■ WHAT IS BEING ASKED
Please say how many lines in the records below contain the word "bridge". Give the number and nothing more.

────────────────

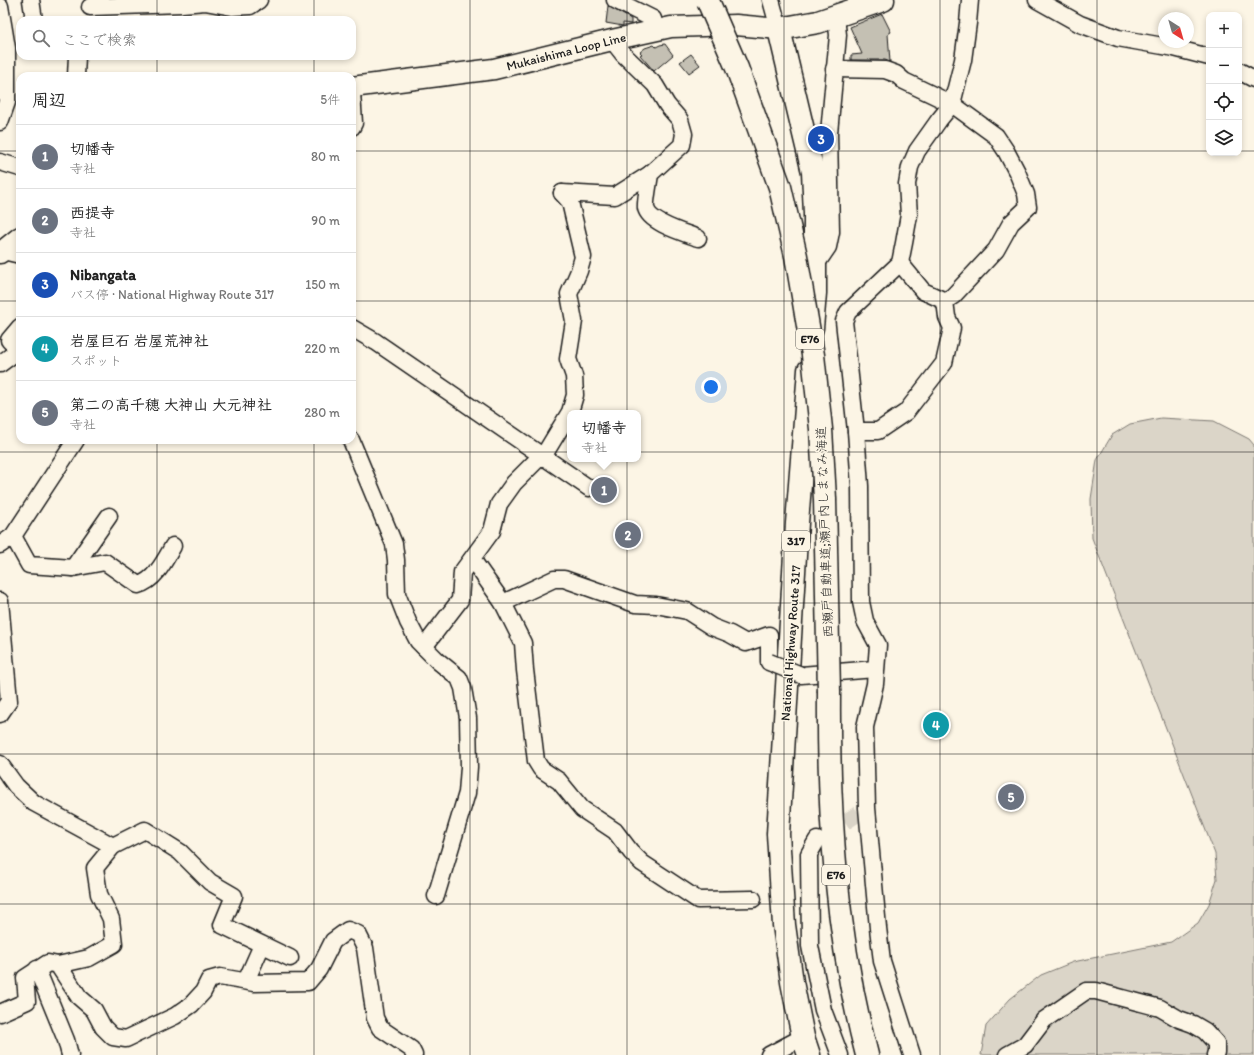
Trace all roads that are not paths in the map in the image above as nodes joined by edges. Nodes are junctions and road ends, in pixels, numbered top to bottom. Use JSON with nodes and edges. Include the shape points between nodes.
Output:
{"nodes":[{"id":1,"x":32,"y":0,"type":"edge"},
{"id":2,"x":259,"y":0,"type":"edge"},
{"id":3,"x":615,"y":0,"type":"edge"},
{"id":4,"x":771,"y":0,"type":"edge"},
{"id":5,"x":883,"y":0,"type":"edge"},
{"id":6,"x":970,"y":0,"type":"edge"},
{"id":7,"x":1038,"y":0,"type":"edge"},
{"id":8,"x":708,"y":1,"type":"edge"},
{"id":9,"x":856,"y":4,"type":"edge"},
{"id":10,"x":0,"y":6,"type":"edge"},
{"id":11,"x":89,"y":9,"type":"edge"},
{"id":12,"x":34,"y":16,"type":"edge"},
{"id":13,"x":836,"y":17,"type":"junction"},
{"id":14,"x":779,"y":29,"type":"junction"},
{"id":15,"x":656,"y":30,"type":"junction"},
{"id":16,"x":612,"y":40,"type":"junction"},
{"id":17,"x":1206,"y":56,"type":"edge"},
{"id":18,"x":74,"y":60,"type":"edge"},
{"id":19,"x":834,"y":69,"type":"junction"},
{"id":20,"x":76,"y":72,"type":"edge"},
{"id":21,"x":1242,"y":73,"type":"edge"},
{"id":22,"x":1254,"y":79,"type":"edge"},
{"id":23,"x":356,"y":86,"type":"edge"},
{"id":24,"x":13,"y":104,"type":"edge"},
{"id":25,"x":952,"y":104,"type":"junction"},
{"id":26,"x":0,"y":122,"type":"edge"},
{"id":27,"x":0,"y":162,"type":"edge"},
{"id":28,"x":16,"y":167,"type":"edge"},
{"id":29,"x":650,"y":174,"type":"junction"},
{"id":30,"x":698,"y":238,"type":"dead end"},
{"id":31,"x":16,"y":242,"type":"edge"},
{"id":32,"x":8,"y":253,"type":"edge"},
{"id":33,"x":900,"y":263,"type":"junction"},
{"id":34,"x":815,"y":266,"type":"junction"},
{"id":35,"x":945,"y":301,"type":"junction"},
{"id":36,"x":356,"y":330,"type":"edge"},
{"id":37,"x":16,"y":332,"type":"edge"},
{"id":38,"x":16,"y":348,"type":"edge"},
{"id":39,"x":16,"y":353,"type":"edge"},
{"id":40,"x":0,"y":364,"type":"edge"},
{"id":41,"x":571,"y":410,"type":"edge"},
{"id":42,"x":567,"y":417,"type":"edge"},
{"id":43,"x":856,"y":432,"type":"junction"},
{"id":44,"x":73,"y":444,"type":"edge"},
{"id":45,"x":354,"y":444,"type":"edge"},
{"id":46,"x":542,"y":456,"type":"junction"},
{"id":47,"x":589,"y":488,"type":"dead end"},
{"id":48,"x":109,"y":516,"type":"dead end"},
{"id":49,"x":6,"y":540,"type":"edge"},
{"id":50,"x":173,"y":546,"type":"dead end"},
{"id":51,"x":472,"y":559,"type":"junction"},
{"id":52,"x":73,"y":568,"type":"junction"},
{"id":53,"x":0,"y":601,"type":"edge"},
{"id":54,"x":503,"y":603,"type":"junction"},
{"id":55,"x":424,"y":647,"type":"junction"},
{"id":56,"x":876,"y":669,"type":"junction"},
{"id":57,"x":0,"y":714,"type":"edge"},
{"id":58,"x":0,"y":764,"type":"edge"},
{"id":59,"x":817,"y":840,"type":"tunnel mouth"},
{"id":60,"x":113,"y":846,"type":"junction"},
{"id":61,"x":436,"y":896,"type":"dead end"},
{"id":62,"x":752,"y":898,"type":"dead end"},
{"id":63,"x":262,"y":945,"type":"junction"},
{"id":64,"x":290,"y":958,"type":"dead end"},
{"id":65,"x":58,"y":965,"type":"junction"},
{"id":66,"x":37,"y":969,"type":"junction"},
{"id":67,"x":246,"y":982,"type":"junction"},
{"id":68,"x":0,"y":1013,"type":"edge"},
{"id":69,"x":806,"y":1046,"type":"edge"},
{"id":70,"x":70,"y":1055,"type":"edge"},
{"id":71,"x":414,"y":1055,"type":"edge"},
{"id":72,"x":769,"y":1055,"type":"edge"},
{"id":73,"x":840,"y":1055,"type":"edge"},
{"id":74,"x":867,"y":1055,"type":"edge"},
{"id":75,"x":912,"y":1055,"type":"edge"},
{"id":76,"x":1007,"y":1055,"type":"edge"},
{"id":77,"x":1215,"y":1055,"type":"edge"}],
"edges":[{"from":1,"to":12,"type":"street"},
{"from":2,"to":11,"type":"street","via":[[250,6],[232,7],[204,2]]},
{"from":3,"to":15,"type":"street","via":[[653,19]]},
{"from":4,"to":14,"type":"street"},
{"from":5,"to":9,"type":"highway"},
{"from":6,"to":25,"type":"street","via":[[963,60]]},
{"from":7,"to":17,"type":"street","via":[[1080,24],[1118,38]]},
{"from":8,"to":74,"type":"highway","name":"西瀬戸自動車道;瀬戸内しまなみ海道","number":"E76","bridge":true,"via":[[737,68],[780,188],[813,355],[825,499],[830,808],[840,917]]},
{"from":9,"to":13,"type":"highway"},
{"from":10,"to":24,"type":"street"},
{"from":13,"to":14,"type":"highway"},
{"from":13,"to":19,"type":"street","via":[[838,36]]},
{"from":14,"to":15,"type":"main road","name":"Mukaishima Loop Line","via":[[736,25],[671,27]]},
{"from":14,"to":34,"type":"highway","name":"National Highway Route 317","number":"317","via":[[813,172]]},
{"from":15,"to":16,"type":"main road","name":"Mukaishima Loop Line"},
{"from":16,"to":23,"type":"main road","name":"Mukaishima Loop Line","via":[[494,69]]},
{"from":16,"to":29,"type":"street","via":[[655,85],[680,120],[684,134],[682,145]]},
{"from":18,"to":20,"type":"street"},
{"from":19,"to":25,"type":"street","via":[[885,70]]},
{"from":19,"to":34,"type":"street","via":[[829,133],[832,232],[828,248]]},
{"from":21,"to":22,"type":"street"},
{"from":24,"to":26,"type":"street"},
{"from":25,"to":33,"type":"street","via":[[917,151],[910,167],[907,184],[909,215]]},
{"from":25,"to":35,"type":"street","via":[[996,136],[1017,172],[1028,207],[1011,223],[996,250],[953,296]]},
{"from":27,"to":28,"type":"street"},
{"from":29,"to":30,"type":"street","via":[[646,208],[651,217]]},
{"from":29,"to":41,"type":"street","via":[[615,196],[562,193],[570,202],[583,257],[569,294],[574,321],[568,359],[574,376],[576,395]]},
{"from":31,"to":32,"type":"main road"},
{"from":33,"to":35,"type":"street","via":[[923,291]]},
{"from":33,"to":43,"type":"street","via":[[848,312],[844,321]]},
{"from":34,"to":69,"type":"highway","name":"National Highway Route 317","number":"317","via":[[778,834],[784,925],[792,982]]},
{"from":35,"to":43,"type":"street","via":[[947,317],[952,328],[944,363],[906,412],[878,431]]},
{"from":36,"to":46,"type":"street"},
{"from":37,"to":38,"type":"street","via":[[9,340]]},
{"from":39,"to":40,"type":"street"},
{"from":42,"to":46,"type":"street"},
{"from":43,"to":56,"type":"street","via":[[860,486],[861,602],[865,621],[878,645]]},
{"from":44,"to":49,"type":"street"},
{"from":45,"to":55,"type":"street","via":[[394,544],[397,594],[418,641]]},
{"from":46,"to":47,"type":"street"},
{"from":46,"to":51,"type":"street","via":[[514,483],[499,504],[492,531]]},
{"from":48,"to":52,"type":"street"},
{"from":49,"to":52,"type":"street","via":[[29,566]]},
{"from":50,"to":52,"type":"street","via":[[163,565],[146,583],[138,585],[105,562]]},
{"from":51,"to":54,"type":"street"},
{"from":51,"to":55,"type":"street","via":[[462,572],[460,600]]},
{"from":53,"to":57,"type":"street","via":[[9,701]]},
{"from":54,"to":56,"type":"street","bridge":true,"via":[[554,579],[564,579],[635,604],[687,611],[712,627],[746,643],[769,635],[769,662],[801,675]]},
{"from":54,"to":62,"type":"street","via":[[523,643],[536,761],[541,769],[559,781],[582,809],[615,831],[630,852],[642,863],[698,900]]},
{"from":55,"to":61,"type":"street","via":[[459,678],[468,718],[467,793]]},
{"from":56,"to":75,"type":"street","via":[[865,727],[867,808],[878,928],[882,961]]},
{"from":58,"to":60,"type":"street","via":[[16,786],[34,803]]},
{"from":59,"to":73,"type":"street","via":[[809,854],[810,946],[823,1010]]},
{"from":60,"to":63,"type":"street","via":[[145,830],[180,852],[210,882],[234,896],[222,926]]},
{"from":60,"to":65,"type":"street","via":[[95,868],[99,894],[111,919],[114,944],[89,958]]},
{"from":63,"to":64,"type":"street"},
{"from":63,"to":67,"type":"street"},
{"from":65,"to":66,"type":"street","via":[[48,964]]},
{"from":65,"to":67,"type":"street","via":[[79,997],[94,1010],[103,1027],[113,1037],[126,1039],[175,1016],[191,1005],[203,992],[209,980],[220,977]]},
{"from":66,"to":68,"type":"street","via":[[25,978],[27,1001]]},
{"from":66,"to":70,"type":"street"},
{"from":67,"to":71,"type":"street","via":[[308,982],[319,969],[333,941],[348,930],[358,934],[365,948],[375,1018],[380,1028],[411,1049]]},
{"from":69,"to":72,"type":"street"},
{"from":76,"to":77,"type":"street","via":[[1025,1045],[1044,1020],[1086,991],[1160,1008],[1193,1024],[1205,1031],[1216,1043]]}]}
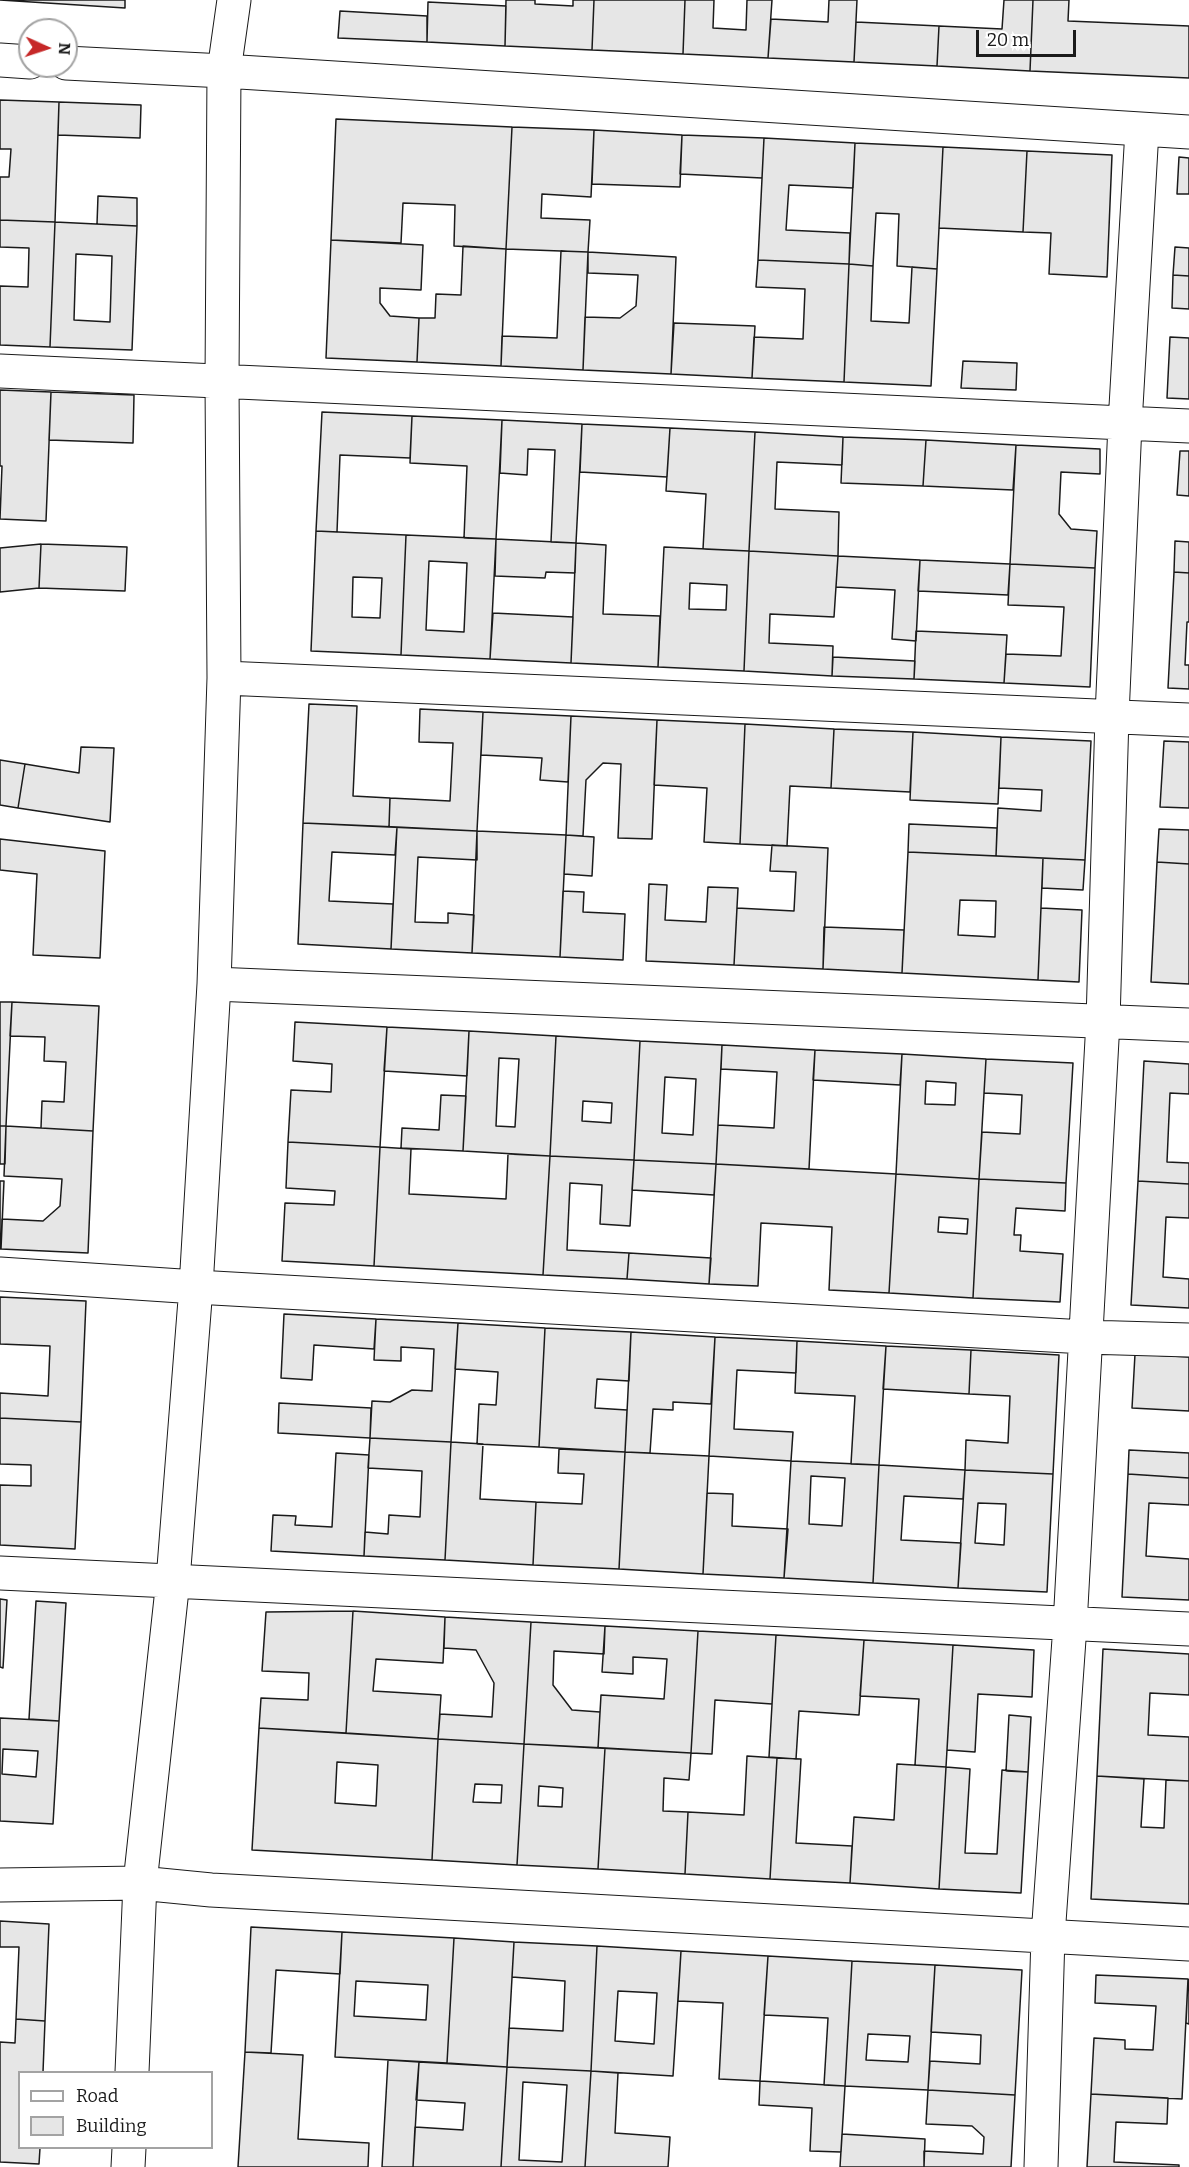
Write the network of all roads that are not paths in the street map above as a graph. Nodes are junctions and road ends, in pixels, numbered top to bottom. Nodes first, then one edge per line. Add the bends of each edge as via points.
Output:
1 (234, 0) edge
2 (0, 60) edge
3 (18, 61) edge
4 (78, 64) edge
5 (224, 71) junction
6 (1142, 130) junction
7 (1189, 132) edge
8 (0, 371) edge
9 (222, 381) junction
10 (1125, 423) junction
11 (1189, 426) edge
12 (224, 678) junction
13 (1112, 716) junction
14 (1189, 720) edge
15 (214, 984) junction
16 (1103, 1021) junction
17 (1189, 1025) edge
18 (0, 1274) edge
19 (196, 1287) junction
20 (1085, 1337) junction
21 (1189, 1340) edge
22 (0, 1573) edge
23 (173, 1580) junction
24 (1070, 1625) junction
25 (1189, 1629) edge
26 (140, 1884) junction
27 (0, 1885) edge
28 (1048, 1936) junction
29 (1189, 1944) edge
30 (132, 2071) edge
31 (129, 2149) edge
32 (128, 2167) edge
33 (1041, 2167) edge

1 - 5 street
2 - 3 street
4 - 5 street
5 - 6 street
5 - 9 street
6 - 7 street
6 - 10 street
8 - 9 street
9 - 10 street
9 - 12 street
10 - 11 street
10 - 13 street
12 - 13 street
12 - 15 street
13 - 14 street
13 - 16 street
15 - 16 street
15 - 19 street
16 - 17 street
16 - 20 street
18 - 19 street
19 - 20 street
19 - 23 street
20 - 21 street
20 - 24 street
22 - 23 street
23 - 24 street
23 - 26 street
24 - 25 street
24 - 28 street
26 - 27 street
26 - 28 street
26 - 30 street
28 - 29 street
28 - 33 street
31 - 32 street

────────────────

■ EXERCISE RESULT
2